Surrounding our house: apple trees, grape arbors and pear trees full of fruit. That's how far out of town we are: we live in a neighborhood of dachas.
Maybe because I'm not working, not in the middle of an MFA program, not in the land of shopping, don't have teeny kids, am not working with a contractor on the house, don't have any of my stuff to take care of, organize, clean or use-- or maybe I have just forgotten how to amuse myself--I am at a loss for things to do.
Or all this internet is making me boring. Tomorrow I will try knitting, reading and staring at the apple tree in our yard and see if that helps.
On Saturday, Peter and I had nothing better to do, so we went on a six hour stroll around our new city. We walked past parks and metro stations and the most obvious evidence we are back in the former Soviet Union: kiosks selling kvass, everyone's favorite beverage made of fermented bread.
We walked down one major street all the way to Saint Sophia, the cathedral in the very center of the city. On Sunday, Ukrainians celebrated Independence Day; on the square in front of Saint Sophia's--built in 1027--stalls were set up with handmade items for sale, and everyone was wearing embroidered national dress. Down the road was a street fair, with tons of paintings I wouldn't wish on my worst hotel room and many that I regret not buying.
Along with sofas, the house lacked another crucial feature: wine glasses. Peter and I bought a crystal pair on the street for a dollar from someone selling old stuff, then had a cup of tea from another kiosk--it's fun to be back in a country that understands my constant need for cheap crystal and non-stop tea. On the way home the taxi driver kept saying, "You walked all this way?" --more than seven miles.
The three-day Independence-weekend was a nice bonus, and this weekend is another three-day weekend! If you have to show up with jet lag and a mostly unfurnished house with pillows as fluffy as one cotton ball each--two three-day weekends in a row is a good way to begin.
We pass the four day work-weeks wandering around the bare herringbone-style hardwood floors, listening to Good Mythical Morning all day long and waiting for our lives to start. At night, we lay awake, feeling like it's dinner time. One particularly bad night, I was awake until 7:30 am.
A couple nights ago, at 2:30 am, not feeling tired at all, but knowing I should go to bed, I made the mistake of checking my email one last time. I found an urgent note from our neighbor in Tahoe. A bear tore down our front door and rummaged through our kitchen. It's the same issue as in Ukraine, someone wants his territory back. Next thing you know, the raccoons who work as guards will be leaving because they've been drafted.

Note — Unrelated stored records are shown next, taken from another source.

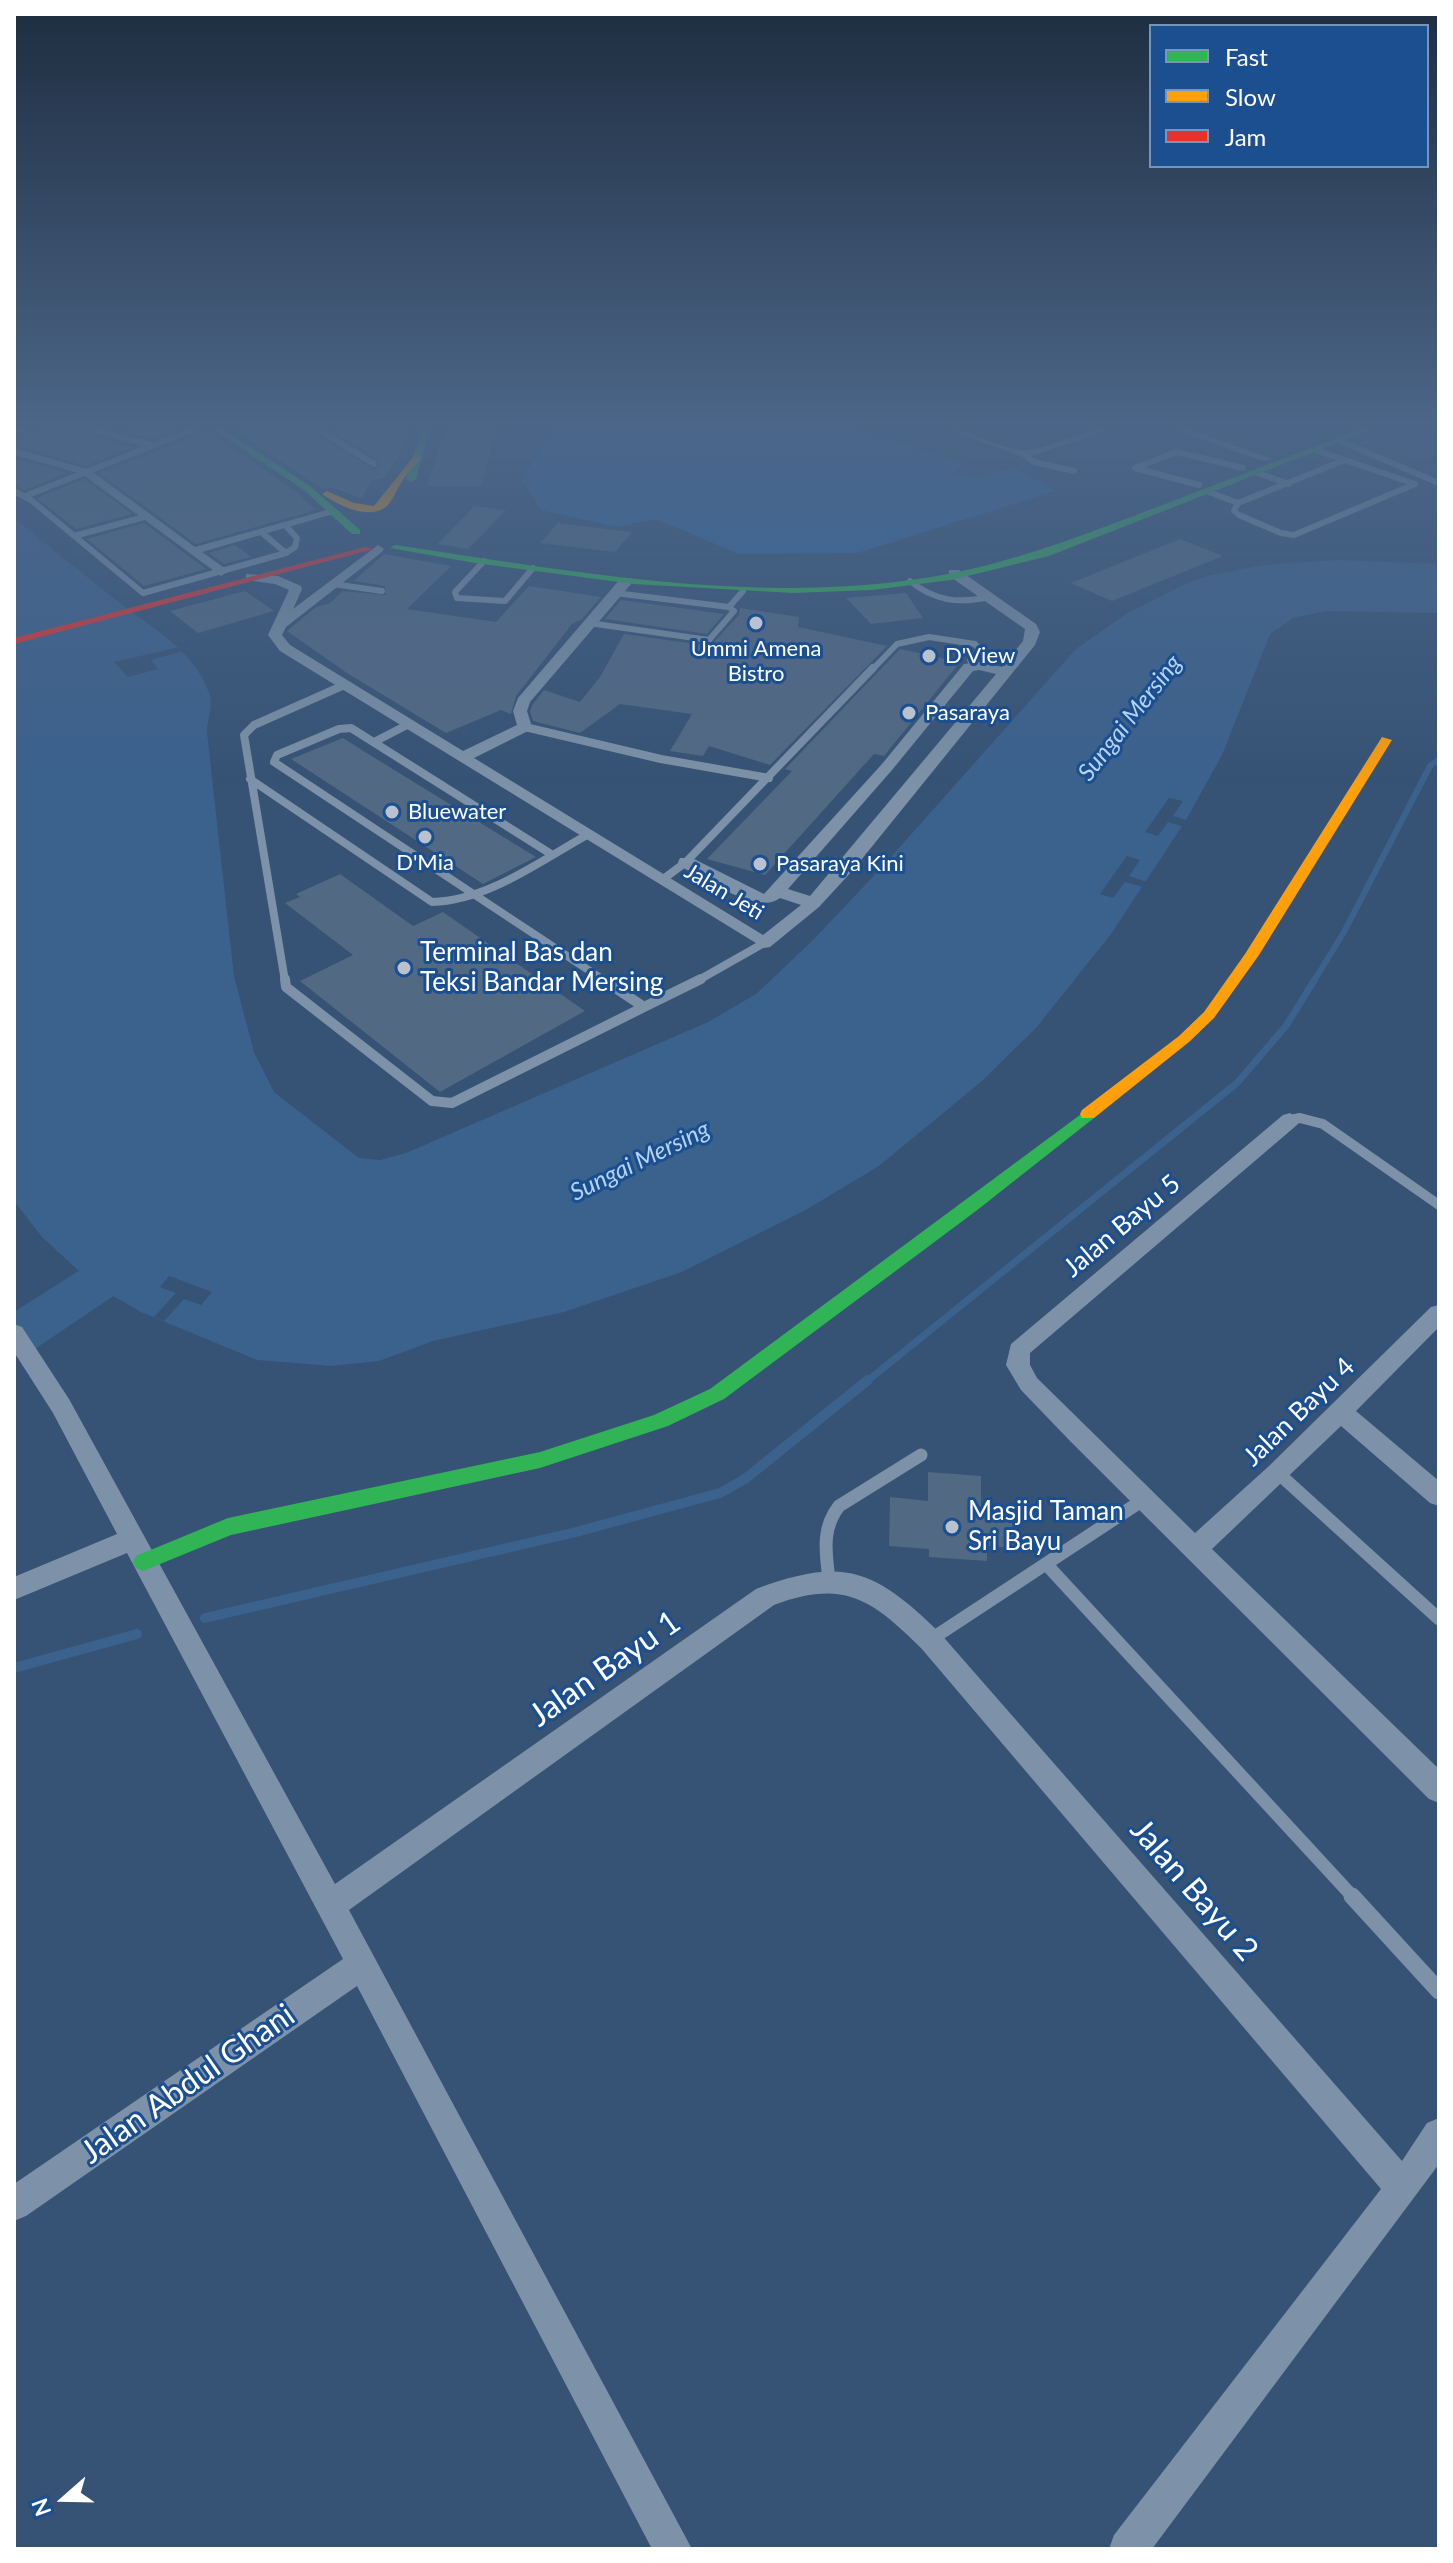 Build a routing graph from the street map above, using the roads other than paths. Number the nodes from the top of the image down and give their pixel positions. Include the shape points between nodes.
1 (88, 548) edge
2 (189, 548) edge
3 (205, 548) edge
4 (280, 548) edge
5 (291, 548) edge
6 (333, 548) edge
7 (371, 548) edge
8 (385, 548) edge
9 (482, 548) edge
10 (1033, 548) edge
11 (1057, 548) edge
12 (381, 549) junction
13 (193, 551) junction
14 (286, 553) junction
15 (484, 561) junction
16 (533, 568) junction
17 (954, 573) junction
18 (251, 577) junction
19 (218, 580) junction
20 (910, 581) junction
21 (333, 584) junction
22 (621, 587) junction
23 (382, 591) dead end
24 (743, 591) junction
25 (989, 597) junction
26 (729, 607) junction
27 (589, 623) junction
28 (277, 628) junction
29 (14, 641) edge
30 (973, 666) junction
31 (1006, 672) junction
32 (342, 686) junction
33 (407, 725) junction
34 (525, 727) junction
35 (1386, 740) dead end
36 (374, 742) junction
37 (462, 758) junction
38 (769, 778) junction
39 (250, 779) junction
40 (587, 835) junction
41 (551, 854) junction
42 (686, 862) junction
43 (662, 880) junction
44 (777, 891) junction
45 (474, 893) junction
46 (813, 903) junction
47 (764, 943) junction
48 (644, 1007) junction
49 (1290, 1120) joint
50 (1439, 1205) edge
51 (1439, 1313) edge
52 (14, 1333) edge
53 (1340, 1411) junction
54 (921, 1455) dead end
55 (1278, 1473) junction
56 (1439, 1496) edge
57 (1143, 1500) junction
58 (1196, 1548) junction
59 (137, 1551) junction
60 (1047, 1565) junction
61 (829, 1580) junction
62 (14, 1589) edge
63 (1439, 1619) edge
64 (930, 1640) junction
65 (1439, 1789) edge
66 (330, 1905) junction
67 (362, 1964) junction
68 (1439, 1991) edge
69 (1439, 2135) edge
70 (1403, 2188) junction
71 (14, 2204) edge
72 (673, 2549) edge
73 (1128, 2549) edge

1 - 19 lane via 143,593
2 - 13 street
3 - 13 street
4 - 14 lane
5 - 14 lane
6 - 18 main road
7 - 12 main road
8 - 12 main road
9 - 10 main road via 621,572 751,584 913,573
11 - 17 main road
12 - 15 main road
12 - 18 main road
12 - 21 street
13 - 19 street
14 - 19 lane
15 - 16 main road
15 - 16 lane via 455,592 457,598 505,601
16 - 22 main road
17 - 20 main road
17 - 25 street, Jalan Jeti
18 - 19 main road
18 - 28 street via 278,580 296,589
19 - 29 main road
20 - 24 main road
20 - 25 lane via 951,602
21 - 23 lane
21 - 28 street
22 - 24 main road
22 - 26 lane
22 - 27 street
24 - 26 lane
25 - 31 street, Jalan Jeti via 1033,632
26 - 27 lane via 734,611 709,640
27 - 34 street via 523,701
28 - 32 street, Jalan Jeti via 275,635 285,648
30 - 31 street
30 - 38 lane via 970,660 979,650 975,644 929,637 897,644
30 - 44 street
31 - 46 street, Jalan Jeti
32 - 33 street, Jalan Jeti
32 - 39 lane via 254,725 244,735
33 - 36 lane
33 - 37 street, Jalan Jeti
34 - 37 street
34 - 38 lane
35 - 59 main road via 1209,1015 970,1207 717,1394 635,1432 548,1457
36 - 41 lane
36 - 45 lane via 351,728 339,729 277,755 274,762
37 - 40 street, Jalan Jeti
38 - 42 lane
39 - 45 lane via 432,902 449,903
39 - 48 lane via 286,987 432,1101 463,1100
40 - 41 lane
40 - 43 street, Jalan Jeti
41 - 45 lane
42 - 43 lane
42 - 44 street via 759,899
43 - 47 street, Jalan Jeti
44 - 46 street
45 - 48 lane
46 - 47 street, Jalan Jeti
47 - 48 lane
49 - 50 lane via 1323,1124
49 - 57 street, Jalan Bayu 5 via 1019,1350 1018,1365 1029,1384
51 - 53 street, Jalan Bayu 4
52 - 59 street via 61,1406
53 - 55 street, Jalan Bayu 4
53 - 56 street
54 - 61 lane via 828,1517
55 - 58 street, Jalan Bayu 4
55 - 63 lane
57 - 58 street
57 - 60 lane
58 - 65 street
59 - 62 street
59 - 66 street
60 - 64 lane
60 - 68 lane
61 - 64 street, Jalan Bayu 1 via 861,1586 894,1604
61 - 66 street, Jalan Bayu 1 via 798,1583 765,1597
64 - 70 street, Jalan Bayu 2
66 - 67 street
67 - 71 street, Jalan Abdul Ghani
67 - 72 street
69 - 70 street
70 - 73 street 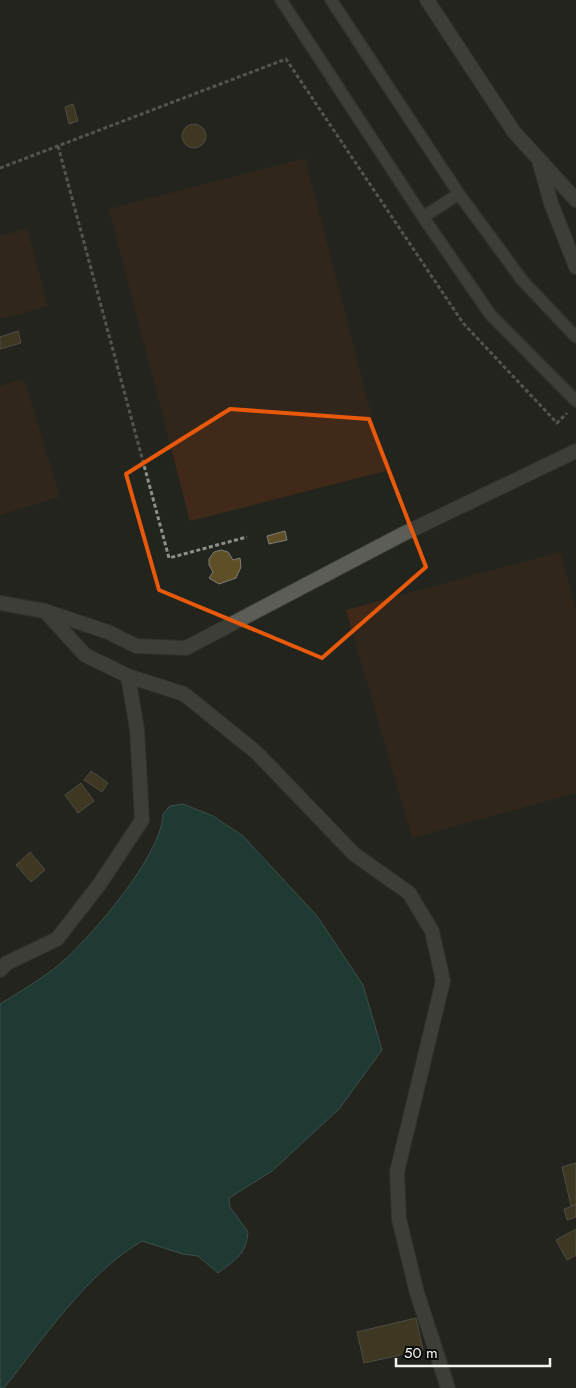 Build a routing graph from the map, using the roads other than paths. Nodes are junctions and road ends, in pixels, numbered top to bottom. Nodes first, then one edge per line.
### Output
1 (281, 0) edge
2 (331, 0) edge
3 (426, 0) edge
4 (540, 163) junction
5 (459, 194) junction
6 (576, 200) edge
7 (423, 217) junction
8 (576, 267) edge
9 (576, 337) edge
10 (573, 406) edge
11 (576, 451) edge
12 (0, 603) edge
13 (45, 611) junction
14 (128, 676) junction
15 (0, 970) edge
16 (448, 1388) edge

1 - 7 lane
2 - 5 lane
3 - 4 street
4 - 6 street
4 - 8 street
5 - 7 lane
5 - 9 lane
7 - 10 lane
11 - 13 street
12 - 13 street
13 - 14 street
14 - 15 street
14 - 16 street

This bear didn't touch the vodka, but did eat tofu corn dogs (delicately leaving behind the sticks), no-nitrate bacon and frozen shrimp. Clearly a Californian and not a Russian bear.
Yesterday I went to the Embassy, which made me miss everyone at U.S. Embassy Bucharest terribly. I started weeping in line in the cafeteria, wishing for the faces of darling people who work in the cafeteria in Bucharest.
In Moscow, I remember telling my friend Erica: When you find yourself crying remind yourself, it's the jetlag.
I honestly don't remember feeling like this in Moscow. (Or Bucharest, or Niger. Did I?) I must have, or I wouldn't have been so full of wise advice for Erica. But in Moscow I had the metro right outside my door and didn't have to think about learning to drive just so I could buy a wineglass! Camille didn't leave after just a few days! Bears didn't break in! We had sofas!
This has been the most exciting, boring week ever.